_Work order_:
Print each record that follows exactly, leaving the pictures behind.

_Information shown_:
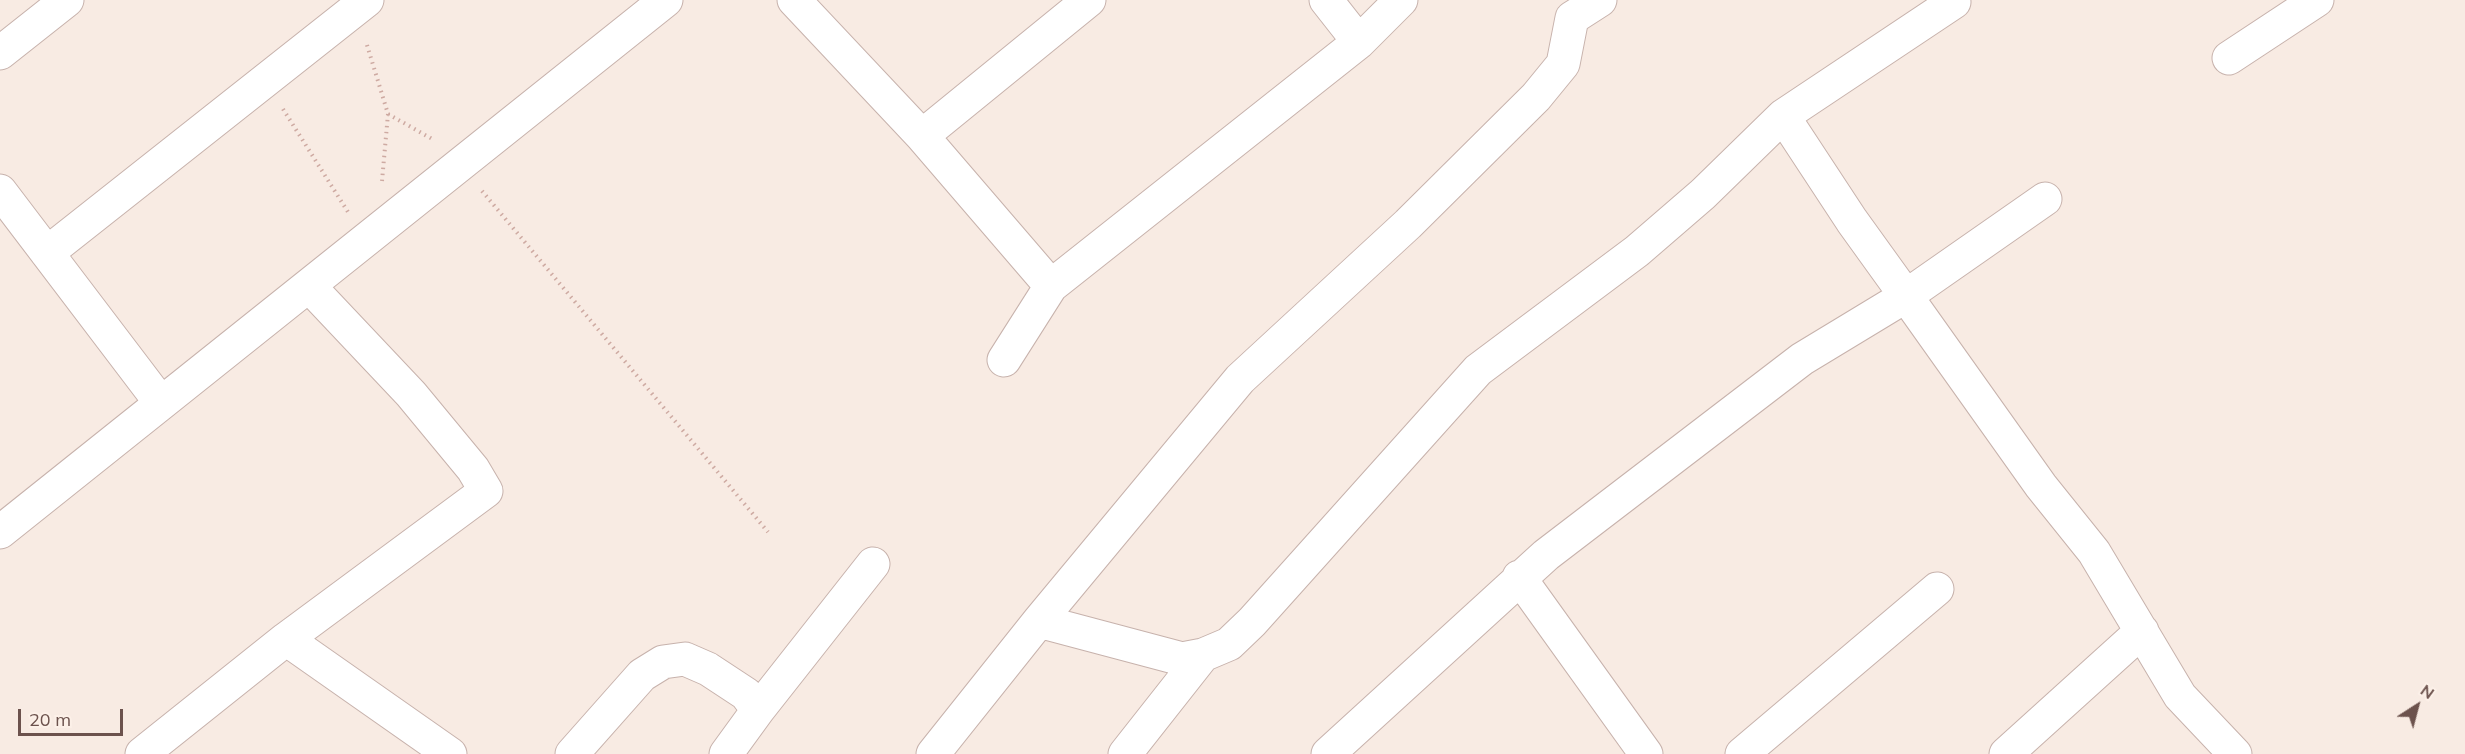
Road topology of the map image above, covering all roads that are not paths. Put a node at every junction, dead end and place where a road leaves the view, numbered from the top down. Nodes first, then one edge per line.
1 (68, 0) edge
2 (795, 0) edge
3 (1089, 0) edge
4 (1326, 0) edge
5 (1401, 0) edge
6 (1600, 0) edge
7 (2317, 0) edge
8 (1954, 2) dead end
9 (361, 5) edge
10 (647, 5) edge
11 (1359, 42) junction
12 (0, 53) edge
13 (2229, 58) dead end
14 (1783, 116) junction
15 (922, 136) junction
16 (2045, 199) dead end
17 (6, 211) edge
18 (47, 253) junction
19 (309, 286) junction
20 (1051, 286) junction
21 (1906, 296) junction
22 (1004, 360) dead end
23 (161, 403) junction
24 (0, 532) edge
25 (873, 564) dead end
26 (1519, 577) junction
27 (1937, 589) dead end
28 (1039, 621) junction
29 (2142, 631) junction
30 (286, 639) junction
31 (1203, 655) junction
32 (759, 710) junction
33 (142, 754) edge
34 (450, 754) edge
35 (572, 754) edge
36 (726, 754) edge
37 (933, 754) edge
38 (1125, 754) edge
39 (1328, 754) edge
40 (1646, 754) edge
41 (1742, 754) edge
42 (2006, 754) edge
43 (2235, 754) edge

1 - 12 street
2 - 15 street
3 - 15 street
4 - 11 street
5 - 11 street
6 - 28 street
7 - 13 street
8 - 14 street
9 - 18 street
10 - 19 street
11 - 20 street
14 - 21 street
14 - 31 street
15 - 20 street
16 - 21 street
17 - 18 street
18 - 23 street
19 - 23 street
19 - 30 street
20 - 22 street
21 - 26 street
21 - 29 street
23 - 24 street
25 - 32 street
26 - 39 street
26 - 40 street
27 - 41 street
28 - 31 street
28 - 37 street
29 - 42 street
29 - 43 street
30 - 33 street
30 - 34 street
31 - 38 street
32 - 35 street
32 - 36 street

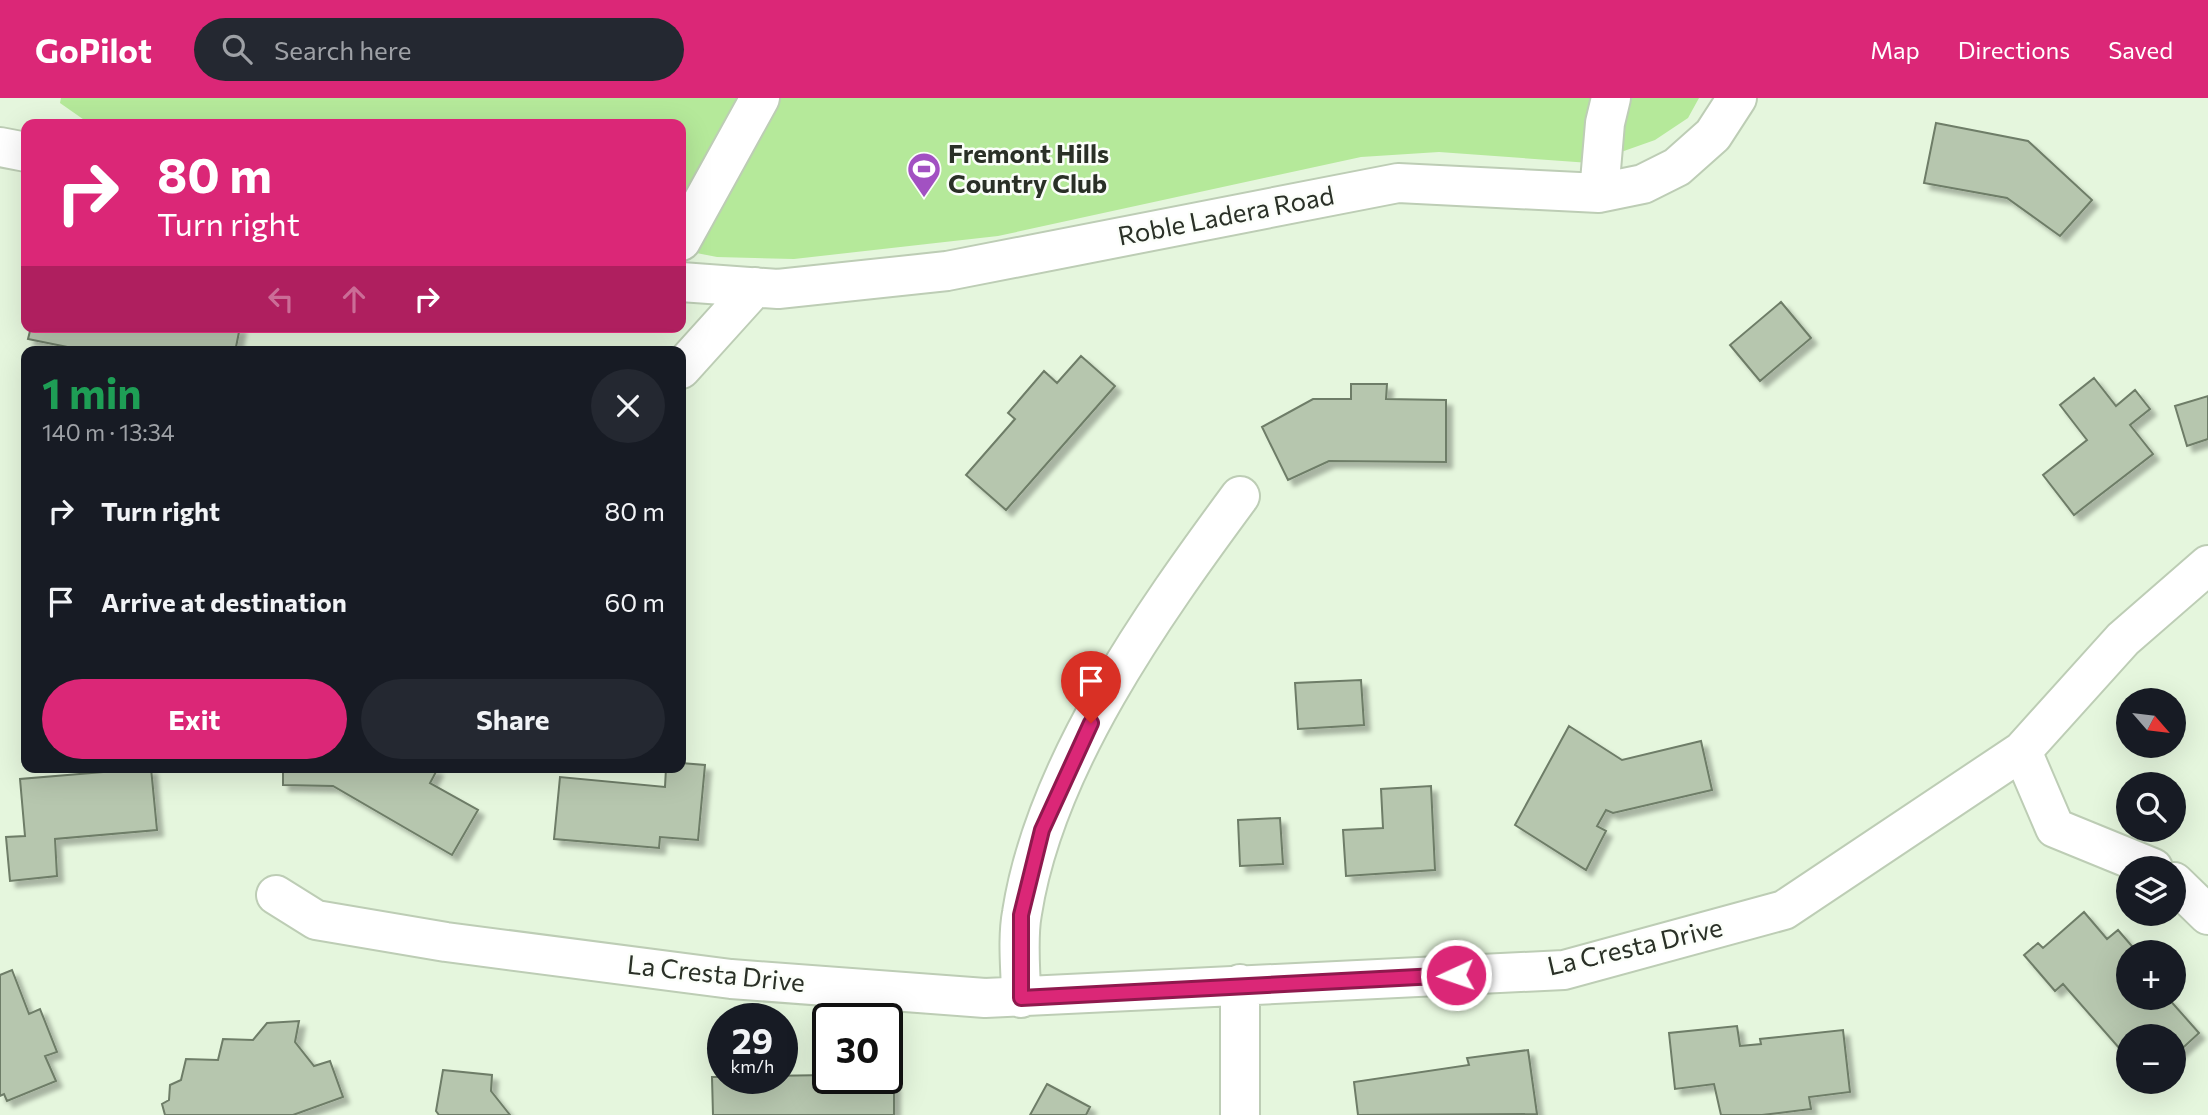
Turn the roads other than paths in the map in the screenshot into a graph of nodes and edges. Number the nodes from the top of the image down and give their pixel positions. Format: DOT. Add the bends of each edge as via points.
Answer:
graph roads {
  1 [pos="760,98"];
  2 [pos="1611,98"];
  3 [pos="1737,98"];
  4 [pos="0,147"];
  5 [pos="21,151"];
  6 [pos="1599,193"];
  7 [pos="686,232"];
  8 [pos="686,282"];
  9 [pos="755,287"];
  10 [pos="686,363"];
  11 [pos="1240,496"];
  12 [pos="2208,565"];
  13 [pos="2022,751"];
  14 [pos="2124,856"];
  15 [pos="2186,894"];
  16 [pos="276,895"];
  17 [pos="2208,915"];
  18 [pos="1240,984"];
  19 [pos="1021,998"];
  20 [pos="1240,1115"];
  1 -- 7 [label="street"];
  2 -- 6 [label="street"];
  3 -- 6 [label="street, Roble Ladera Road" via="1713,135 1677,167 1643,184"];
  4 -- 5 [label="street"];
  6 -- 9 [label="street, Roble Ladera Road" via="1398,183 947,271 778,289"];
  8 -- 9 [label="street, Roble Ladera Road"];
  9 -- 10 [label="street"];
  11 -- 19 [label="street" via="1160,604 1091,723 1042,830 1021,915"];
  12 -- 13 [label="street, La Cresta Drive" via="2123,639"];
  13 -- 14 [label="street" via="2055,828"];
  13 -- 18 [label="street, La Cresta Drive" via="1784,911 1564,970"];
  15 -- 17 [label="street"];
  16 -- 19 [label="street, La Cresta Drive" via="316,920 446,942 731,979"];
  18 -- 19 [label="street, La Cresta Drive"];
  18 -- 20 [label="street"];
}
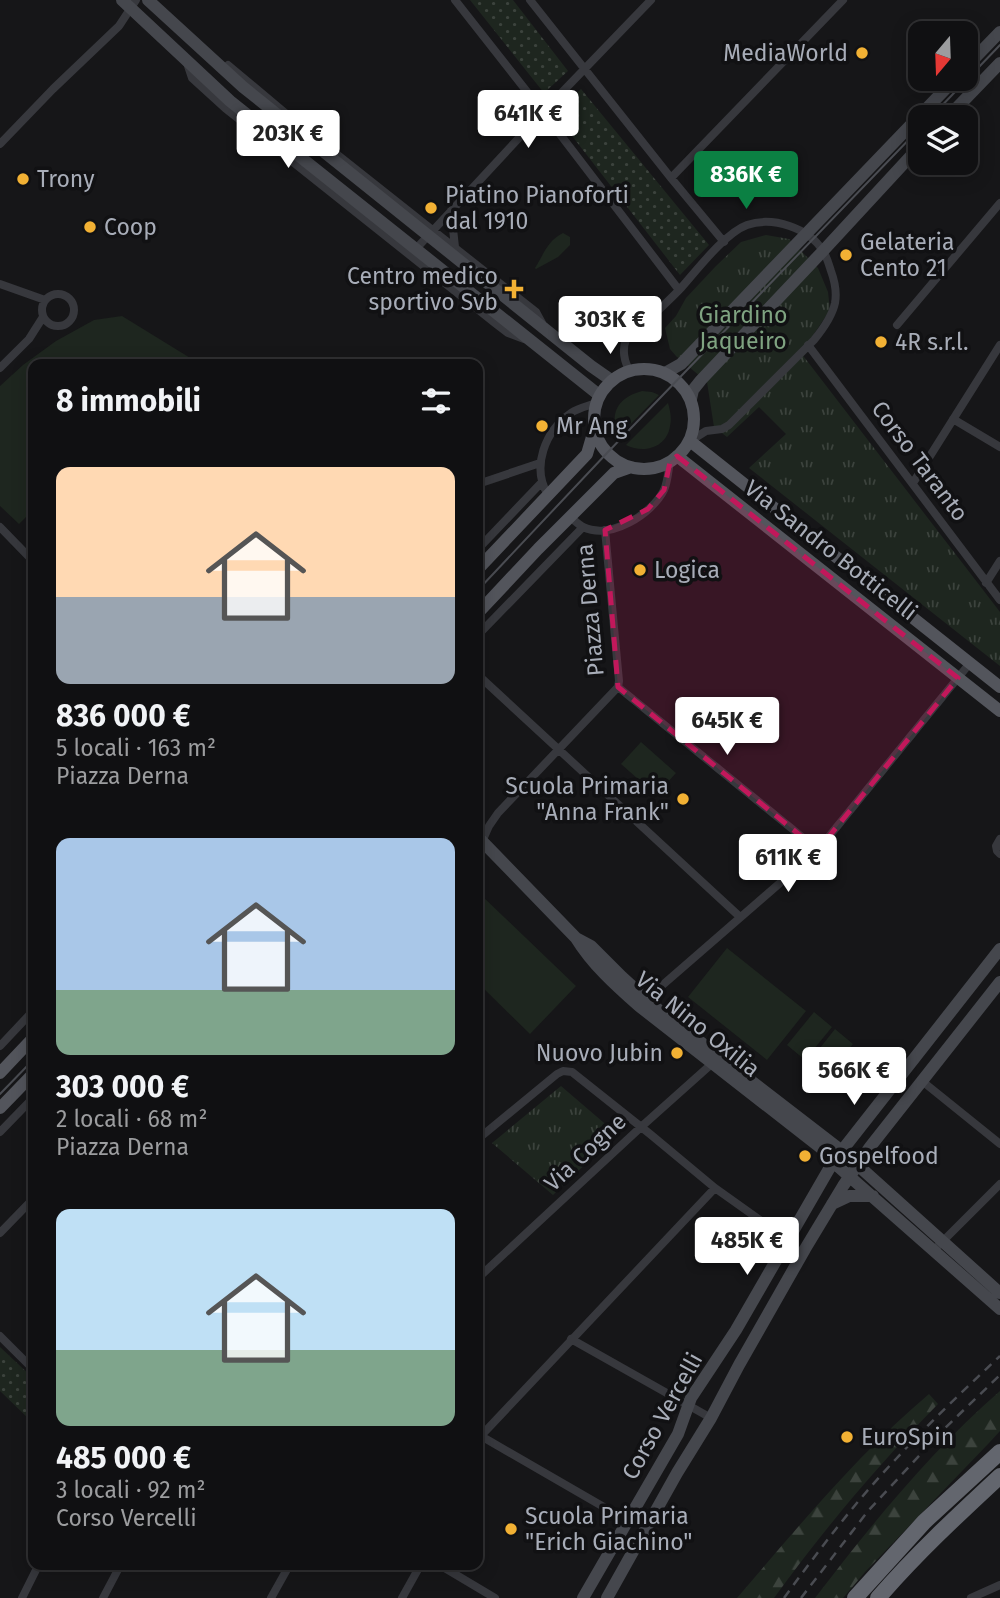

_Solution to this exercise_:
Road topology of the map image above, covering all roads that are not paths. Put a node at every junction, dead end and place where a road leaves the view, numbered from the top down. Nodes first, then one edge per line.
1 (68, 0) edge
2 (795, 0) edge
3 (1089, 0) edge
4 (1326, 0) edge
5 (1401, 0) edge
6 (1600, 0) edge
7 (2317, 0) edge
8 (1954, 2) dead end
9 (361, 5) edge
10 (647, 5) edge
11 (1359, 42) junction
12 (0, 53) edge
13 (2229, 58) dead end
14 (1783, 116) junction
15 (922, 136) junction
16 (2045, 199) dead end
17 (6, 211) edge
18 (47, 253) junction
19 (309, 286) junction
20 (1051, 286) junction
21 (1906, 296) junction
22 (1004, 360) dead end
23 (161, 403) junction
24 (0, 532) edge
25 (873, 564) dead end
26 (1519, 577) junction
27 (1937, 589) dead end
28 (1039, 621) junction
29 (2142, 631) junction
30 (286, 639) junction
31 (1203, 655) junction
32 (759, 710) junction
33 (142, 754) edge
34 (450, 754) edge
35 (572, 754) edge
36 (726, 754) edge
37 (933, 754) edge
38 (1125, 754) edge
39 (1328, 754) edge
40 (1646, 754) edge
41 (1742, 754) edge
42 (2006, 754) edge
43 (2235, 754) edge

1 - 12 street
2 - 15 street
3 - 15 street
4 - 11 street
5 - 11 street
6 - 28 street
7 - 13 street
8 - 14 street
9 - 18 street
10 - 19 street
11 - 20 street
14 - 21 street
14 - 31 street
15 - 20 street
16 - 21 street
17 - 18 street
18 - 23 street
19 - 23 street
19 - 30 street
20 - 22 street
21 - 26 street
21 - 29 street
23 - 24 street
25 - 32 street
26 - 39 street
26 - 40 street
27 - 41 street
28 - 31 street
28 - 37 street
29 - 42 street
29 - 43 street
30 - 33 street
30 - 34 street
31 - 38 street
32 - 35 street
32 - 36 street

Turn the roads other than paths in the map in the screenshot into a graph of nodes and edges. Number the nodes from the top of the image down and give their pixel positions. Format: DOT. Add the bends of each edge as via points.
Answer:
graph roads {
  1 [pos="760,98"];
  2 [pos="1611,98"];
  3 [pos="1737,98"];
  4 [pos="0,147"];
  5 [pos="21,151"];
  6 [pos="1599,193"];
  7 [pos="686,232"];
  8 [pos="686,282"];
  9 [pos="755,287"];
  10 [pos="686,363"];
  11 [pos="1240,496"];
  12 [pos="2208,565"];
  13 [pos="2022,751"];
  14 [pos="2124,856"];
  15 [pos="2186,894"];
  16 [pos="276,895"];
  17 [pos="2208,915"];
  18 [pos="1240,984"];
  19 [pos="1021,998"];
  20 [pos="1240,1115"];
  1 -- 7 [label="street"];
  2 -- 6 [label="street"];
  3 -- 6 [label="street, Roble Ladera Road" via="1713,135 1677,167 1643,184"];
  4 -- 5 [label="street"];
  6 -- 9 [label="street, Roble Ladera Road" via="1398,183 947,271 778,289"];
  8 -- 9 [label="street, Roble Ladera Road"];
  9 -- 10 [label="street"];
  11 -- 19 [label="street" via="1160,604 1091,723 1042,830 1021,915"];
  12 -- 13 [label="street, La Cresta Drive" via="2123,639"];
  13 -- 14 [label="street" via="2055,828"];
  13 -- 18 [label="street, La Cresta Drive" via="1784,911 1564,970"];
  15 -- 17 [label="street"];
  16 -- 19 [label="street, La Cresta Drive" via="316,920 446,942 731,979"];
  18 -- 19 [label="street, La Cresta Drive"];
  18 -- 20 [label="street"];
}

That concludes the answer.